Your response should contain every line from the data below that holds the string "Right".

Human pose keypoint data
------------

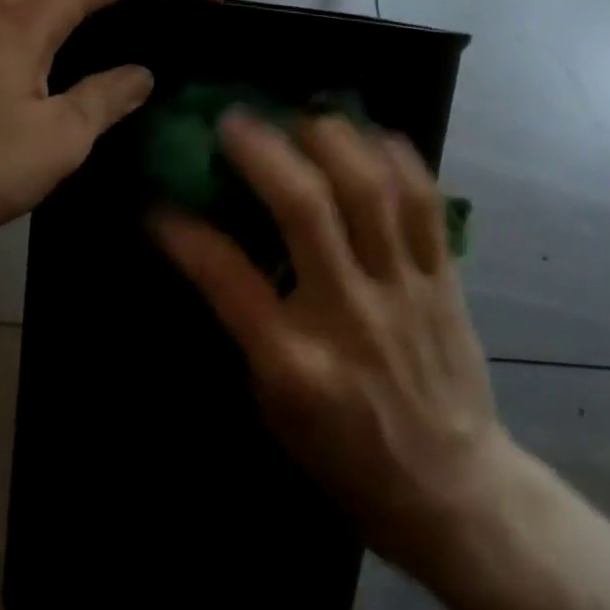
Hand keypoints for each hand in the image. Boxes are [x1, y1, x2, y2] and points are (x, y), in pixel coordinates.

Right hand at [152, 112, 515, 579]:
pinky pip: (425, 202)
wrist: (453, 493)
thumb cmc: (346, 458)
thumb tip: (212, 254)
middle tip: (234, 119)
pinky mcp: (444, 279)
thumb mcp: (274, 412)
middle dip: (264, 151)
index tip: (156, 201)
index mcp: (294, 361)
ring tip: (304, 116)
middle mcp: (348, 313)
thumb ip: (245, 330)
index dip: (183, 232)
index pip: (225, 276)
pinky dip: (398, 158)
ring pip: (371, 190)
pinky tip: (373, 134)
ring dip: (332, 139)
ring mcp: (402, 289)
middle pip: (306, 210)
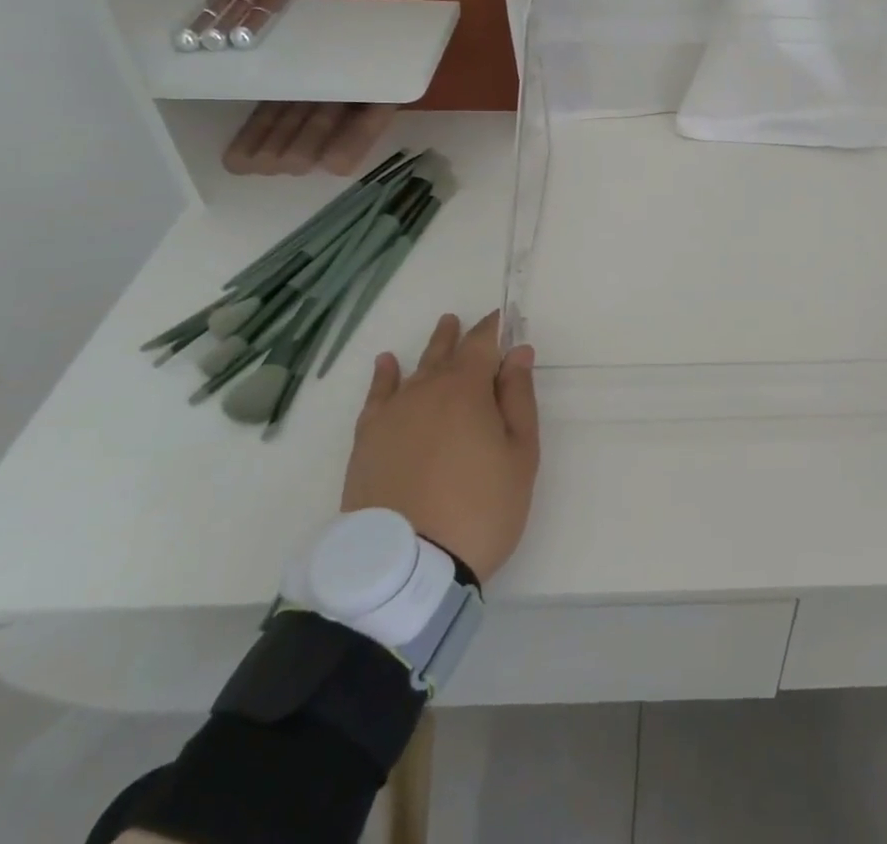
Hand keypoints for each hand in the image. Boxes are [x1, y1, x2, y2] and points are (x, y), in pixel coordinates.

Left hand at [340, 311, 539, 582]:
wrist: (407, 567)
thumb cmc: (480, 508)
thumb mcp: (520, 454)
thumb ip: (518, 398)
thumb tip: (517, 352)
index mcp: (467, 389)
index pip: (481, 344)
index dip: (492, 329)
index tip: (501, 319)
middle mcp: (425, 390)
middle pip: (444, 352)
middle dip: (458, 336)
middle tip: (463, 321)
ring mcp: (391, 416)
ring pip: (414, 371)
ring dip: (430, 350)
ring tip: (440, 331)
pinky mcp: (366, 442)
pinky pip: (376, 396)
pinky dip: (384, 377)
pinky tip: (388, 364)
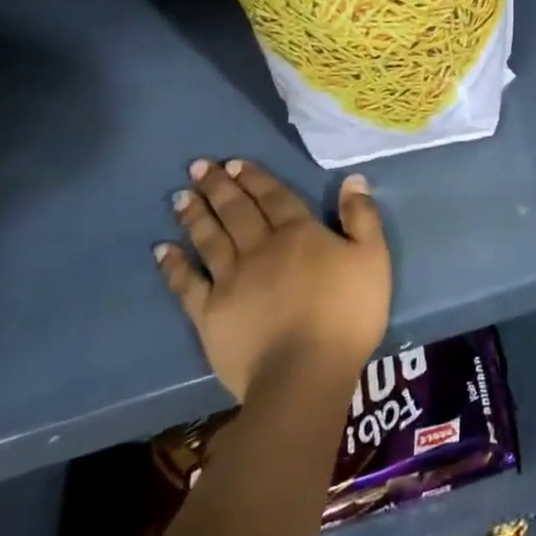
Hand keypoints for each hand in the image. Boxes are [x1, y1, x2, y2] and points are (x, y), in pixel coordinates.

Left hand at [156, 159, 391, 401]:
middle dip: (219, 187)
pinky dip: (174, 265)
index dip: (255, 178)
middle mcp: (261, 248)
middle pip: (237, 211)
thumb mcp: (373, 259)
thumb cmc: (348, 313)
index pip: (274, 197)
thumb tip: (352, 179)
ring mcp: (231, 280)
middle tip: (198, 167)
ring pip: (209, 239)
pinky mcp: (209, 313)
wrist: (304, 372)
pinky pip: (187, 283)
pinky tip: (162, 250)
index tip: (234, 163)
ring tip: (180, 196)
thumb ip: (362, 218)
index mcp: (300, 233)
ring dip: (195, 215)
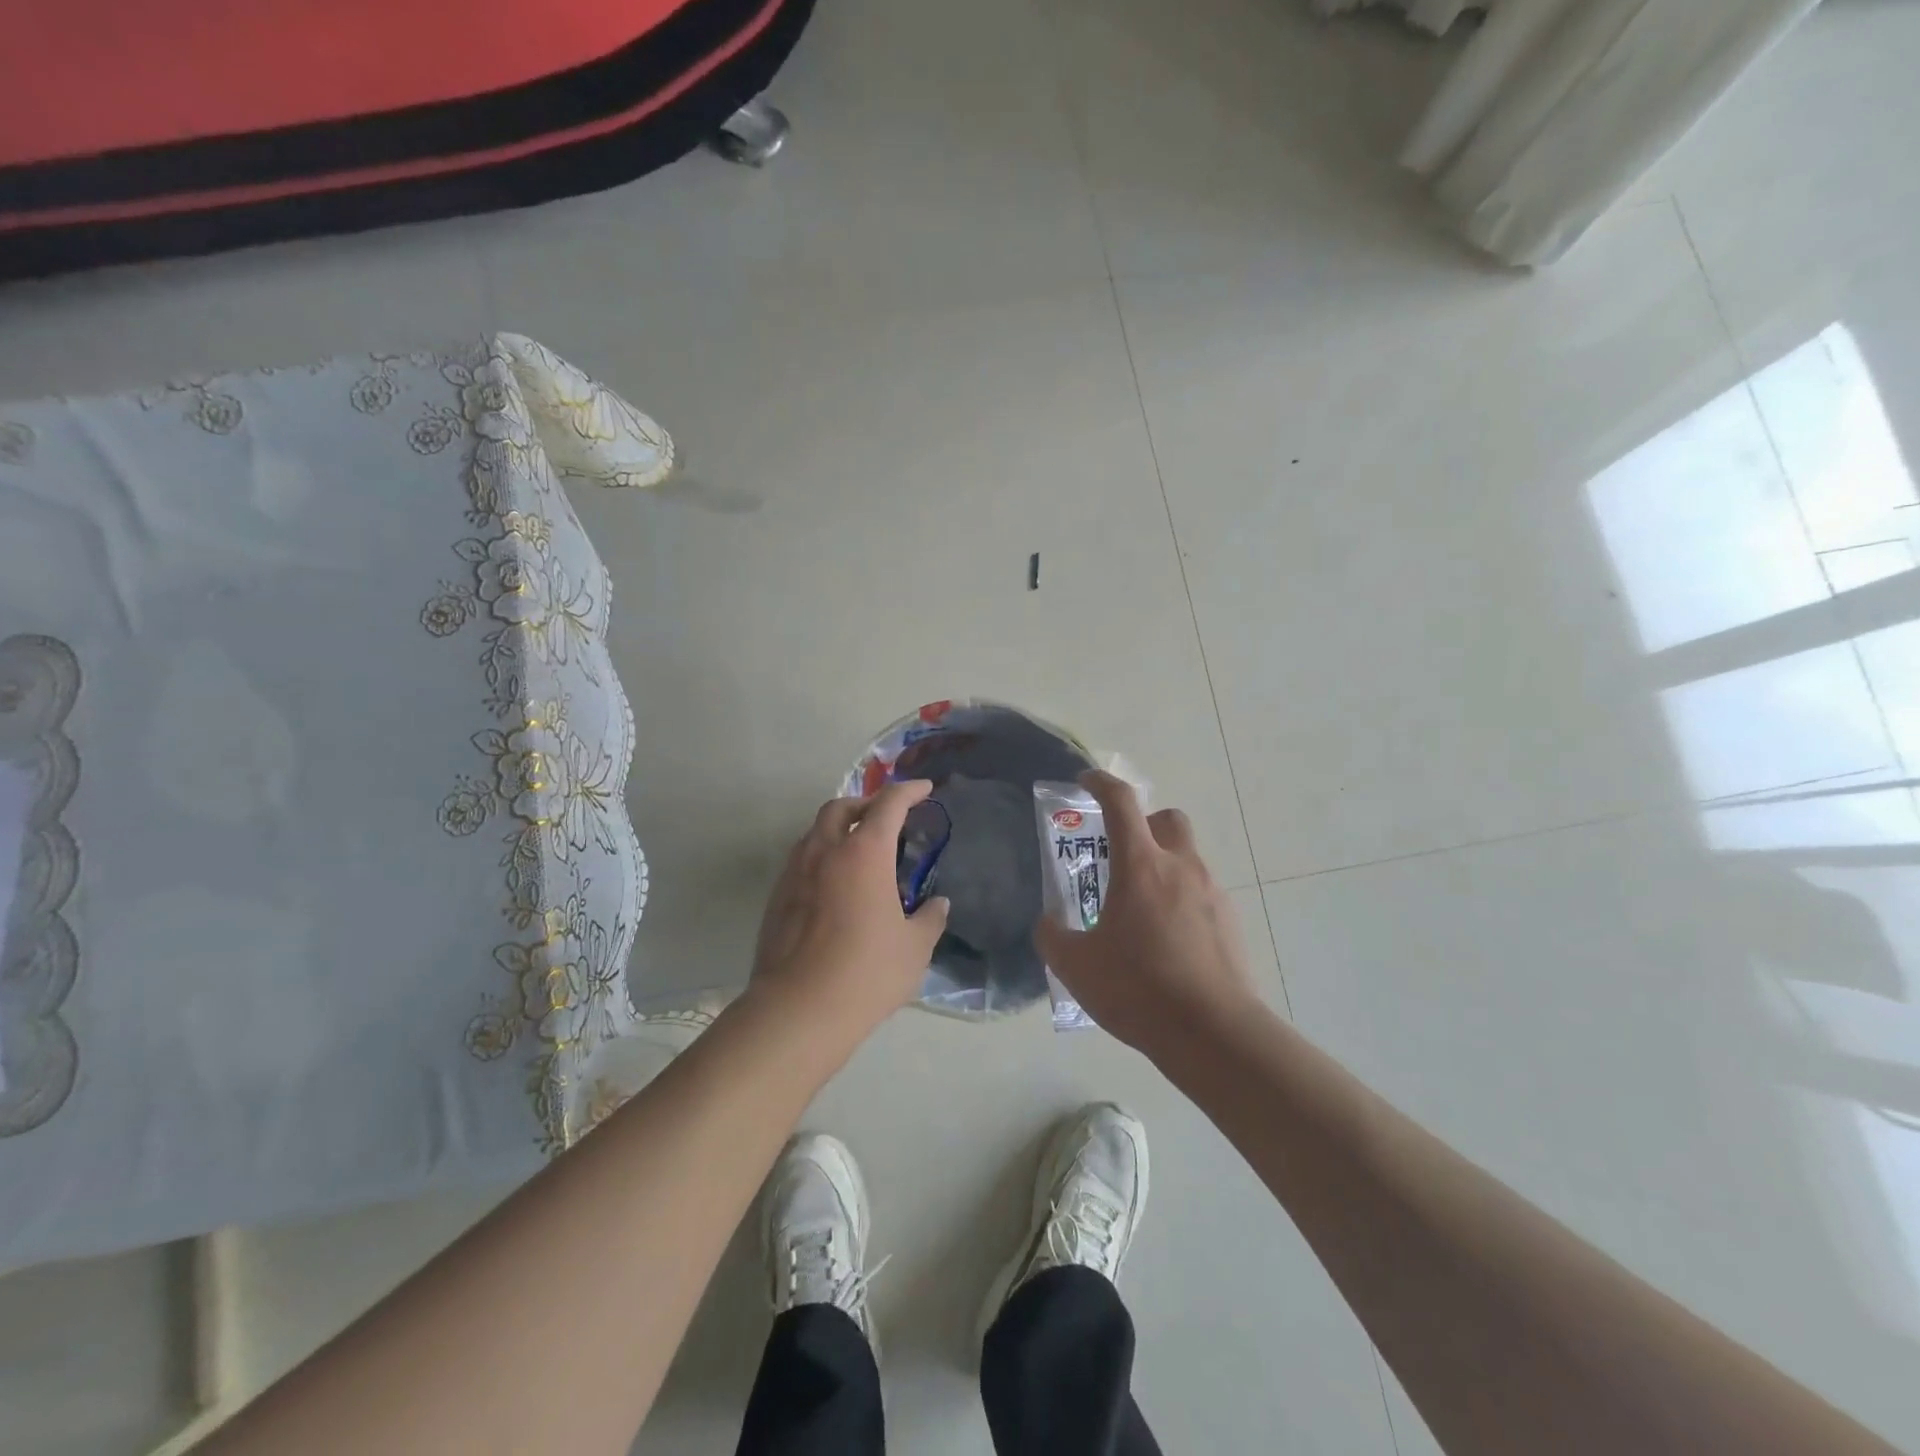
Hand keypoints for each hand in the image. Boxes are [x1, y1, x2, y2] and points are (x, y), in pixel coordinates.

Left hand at [750, 780, 950, 1040]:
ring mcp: (794, 873)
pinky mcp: (776, 898)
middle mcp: (824, 851)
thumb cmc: (867, 972)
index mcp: (864, 853)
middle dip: (865, 803)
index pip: (888, 804)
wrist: (798, 1009)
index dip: (908, 791)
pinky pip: (801, 861)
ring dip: (839, 829)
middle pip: (841, 806)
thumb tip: (938, 905)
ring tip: (859, 853)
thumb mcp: (914, 948)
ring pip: (815, 832)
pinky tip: (835, 887)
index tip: (924, 788)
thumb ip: (929, 919)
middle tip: (886, 818)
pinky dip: (821, 858)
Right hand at [1035, 771, 1257, 1057]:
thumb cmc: (1138, 988)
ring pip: (1188, 858)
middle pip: (1168, 819)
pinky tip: (1167, 939)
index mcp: (1141, 866)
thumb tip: (1048, 923)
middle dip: (1145, 824)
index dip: (1100, 784)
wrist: (1213, 1033)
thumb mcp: (1075, 966)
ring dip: (1164, 866)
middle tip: (1122, 853)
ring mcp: (1212, 893)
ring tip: (1141, 908)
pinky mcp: (1231, 922)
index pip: (1121, 803)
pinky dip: (1182, 900)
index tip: (1086, 782)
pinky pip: (1202, 893)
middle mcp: (1181, 868)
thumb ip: (1053, 936)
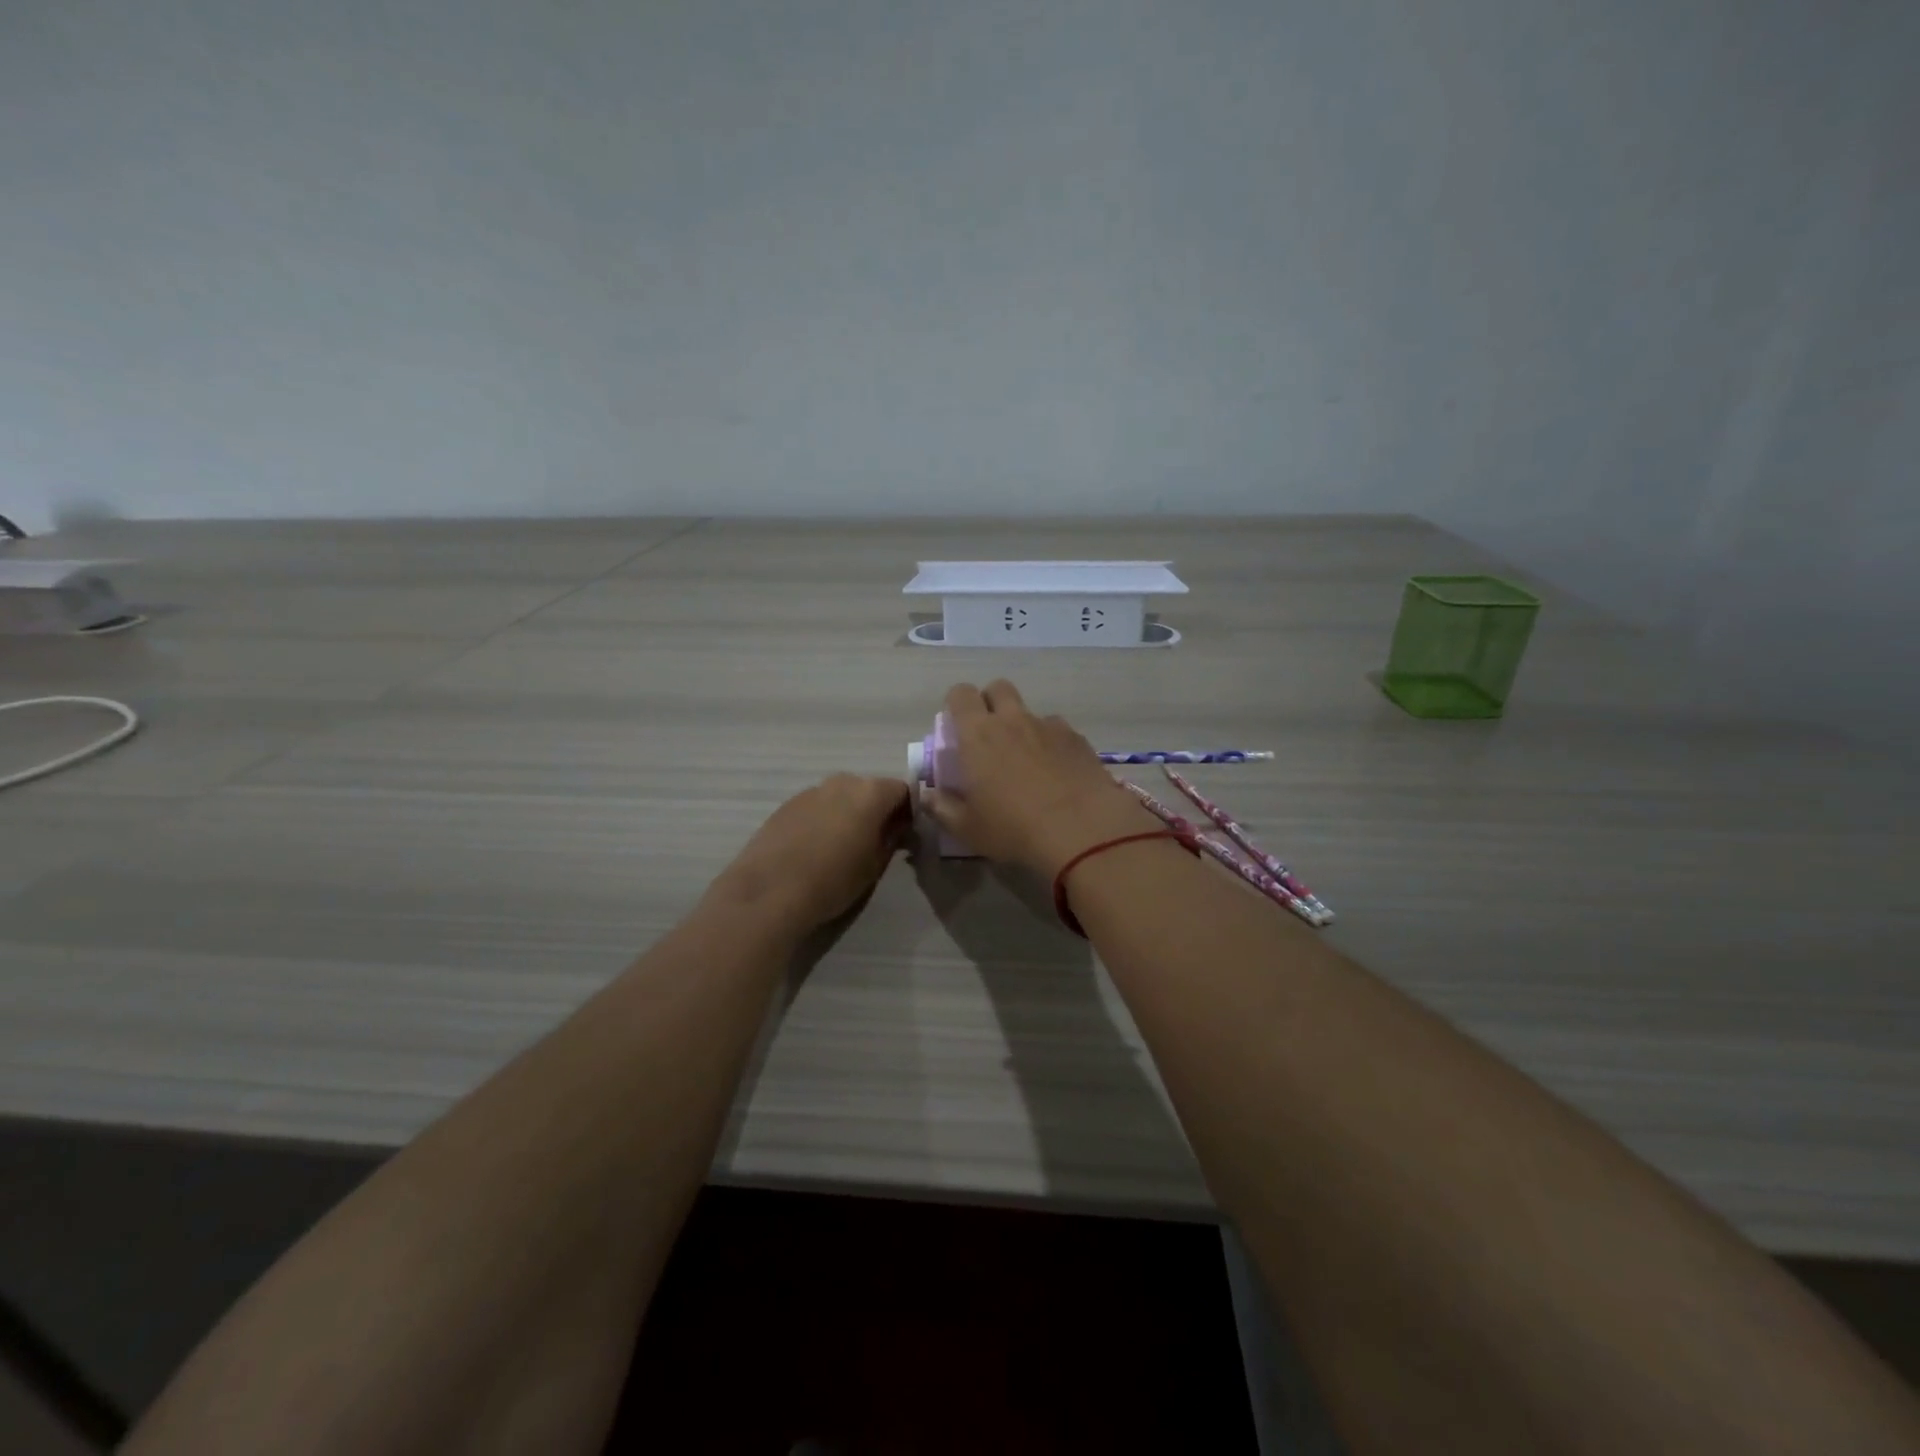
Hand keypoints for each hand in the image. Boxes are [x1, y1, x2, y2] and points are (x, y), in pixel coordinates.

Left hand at [716, 774, 912, 929]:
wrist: (770, 891)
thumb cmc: (833, 880)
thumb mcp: (874, 865)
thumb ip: (890, 839)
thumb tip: (897, 828)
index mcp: (870, 793)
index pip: (902, 790)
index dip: (908, 810)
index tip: (906, 833)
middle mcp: (841, 782)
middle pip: (870, 789)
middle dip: (877, 809)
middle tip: (877, 839)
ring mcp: (810, 791)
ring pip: (840, 796)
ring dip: (848, 813)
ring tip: (843, 845)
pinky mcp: (786, 805)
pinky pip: (816, 806)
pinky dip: (823, 819)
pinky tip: (815, 847)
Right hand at [923, 681, 1162, 881]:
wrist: (1082, 829)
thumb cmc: (1014, 828)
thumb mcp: (968, 828)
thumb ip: (942, 809)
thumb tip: (927, 796)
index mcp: (978, 735)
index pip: (961, 694)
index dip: (956, 704)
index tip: (957, 727)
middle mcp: (1012, 720)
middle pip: (998, 688)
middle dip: (991, 702)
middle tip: (990, 735)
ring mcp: (1048, 726)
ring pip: (1030, 711)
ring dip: (1024, 726)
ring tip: (1028, 761)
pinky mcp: (1078, 739)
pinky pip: (1059, 730)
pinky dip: (1053, 744)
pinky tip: (1058, 772)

------------

**Output for this task**
Right hand at [152, 112, 515, 579]:
Right hand at [1035, 771, 1257, 1057]:
Right hand at [923, 681, 1162, 881]:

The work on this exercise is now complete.